CS440 Lectures

Processing math: 8%

CS 440/ECE 448
Margaret Fleck

Reinforcement Learning

Gridworld pictures are from the U.C. Berkeley CS 188 materials (Pieter Abbeel and Dan Klein) except where noted.

Reinforcement Learning

Reinforcement learning is a technique for deciding which action to take in an environment where your feedback is delayed and your knowledge of the environment is uncertain. Consider, for example, a driving exam. You excute a long series of maneuvers, with a stony-faced examiner sitting next to you. At the end (hopefully) he tells you that you've passed. Reinforcement Learning can be used on a variety of AI tasks, notably board games. But it is frequently associated with learning how to control mechanical systems. It is often one component in an AI system that also uses other techniques that we've seen.

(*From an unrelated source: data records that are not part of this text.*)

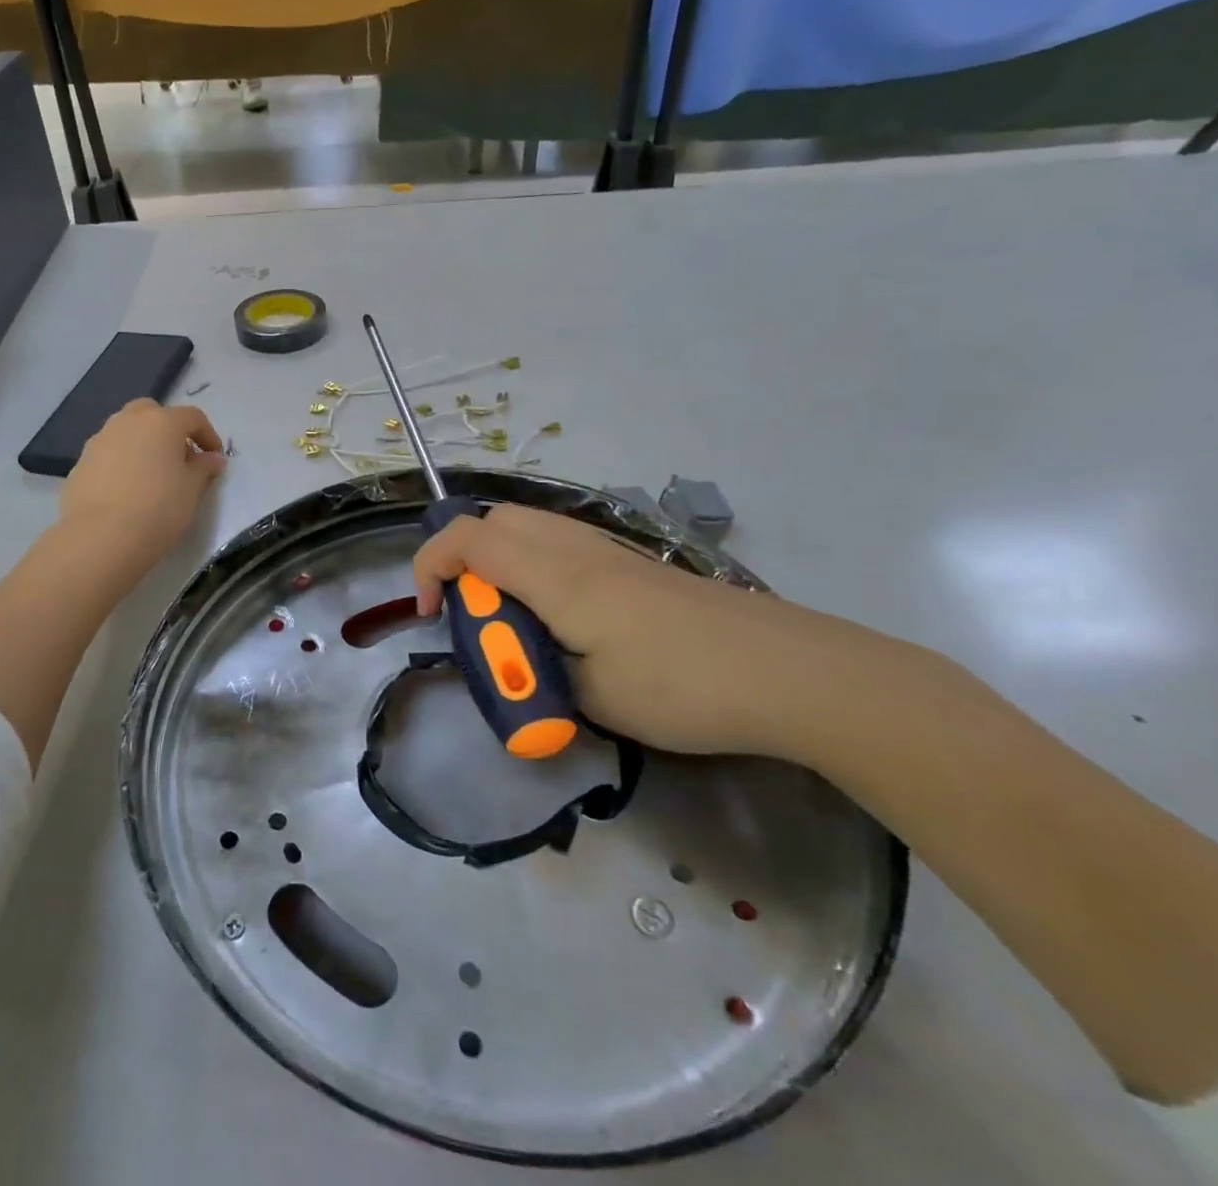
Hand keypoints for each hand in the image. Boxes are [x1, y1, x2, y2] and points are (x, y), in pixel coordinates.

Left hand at [59, 399, 226, 572]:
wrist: (101, 536)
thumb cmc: (158, 508)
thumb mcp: (192, 490)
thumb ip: (203, 468)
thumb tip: (212, 458)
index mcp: (161, 422)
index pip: (192, 417)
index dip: (208, 435)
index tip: (214, 459)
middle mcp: (128, 421)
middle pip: (152, 413)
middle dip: (168, 430)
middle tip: (179, 458)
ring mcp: (99, 440)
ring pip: (126, 431)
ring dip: (142, 444)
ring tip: (151, 475)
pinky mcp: (80, 463)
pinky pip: (108, 454)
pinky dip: (121, 463)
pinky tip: (126, 491)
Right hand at [411, 503, 941, 762]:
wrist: (790, 672)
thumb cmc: (681, 686)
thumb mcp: (590, 697)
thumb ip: (536, 670)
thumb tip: (520, 659)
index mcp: (553, 574)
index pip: (465, 540)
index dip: (428, 568)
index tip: (428, 616)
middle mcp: (574, 546)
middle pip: (493, 519)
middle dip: (462, 559)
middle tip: (473, 615)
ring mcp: (608, 549)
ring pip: (528, 526)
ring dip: (499, 561)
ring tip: (513, 618)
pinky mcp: (633, 563)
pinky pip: (560, 542)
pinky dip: (533, 564)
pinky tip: (560, 615)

For example, we can use reinforcement learning (plus neural networks) to learn how to park a car. The car starts off behaving randomly, but is rewarded whenever it parks the car, or comes close to doing so. Eventually it learns what's required to get this reward.

We will start with a somewhat simpler model, Markov decision processes, and then upgrade to reinforcement learning.

Markov Decision Processes

The environment for reinforcement learning is typically modelled as a Markov Decision Process (MDP). The basic set-up is an agent (e.g. imagine a robot) moving around a world like the one shown below. Positions add or deduct points from your score. The Agent's goal is to accumulate the most points.

It's best to imagine this as a game that goes on forever. Many real-world games are finite (e.g. a board game) or have actions that stop the game (e.g. robot falls down the stairs). We'll assume that reaching an end state will automatically reset you back to the start of a new game, and no one is going to ask you to stop gaming and come to dinner, so the process continues forever.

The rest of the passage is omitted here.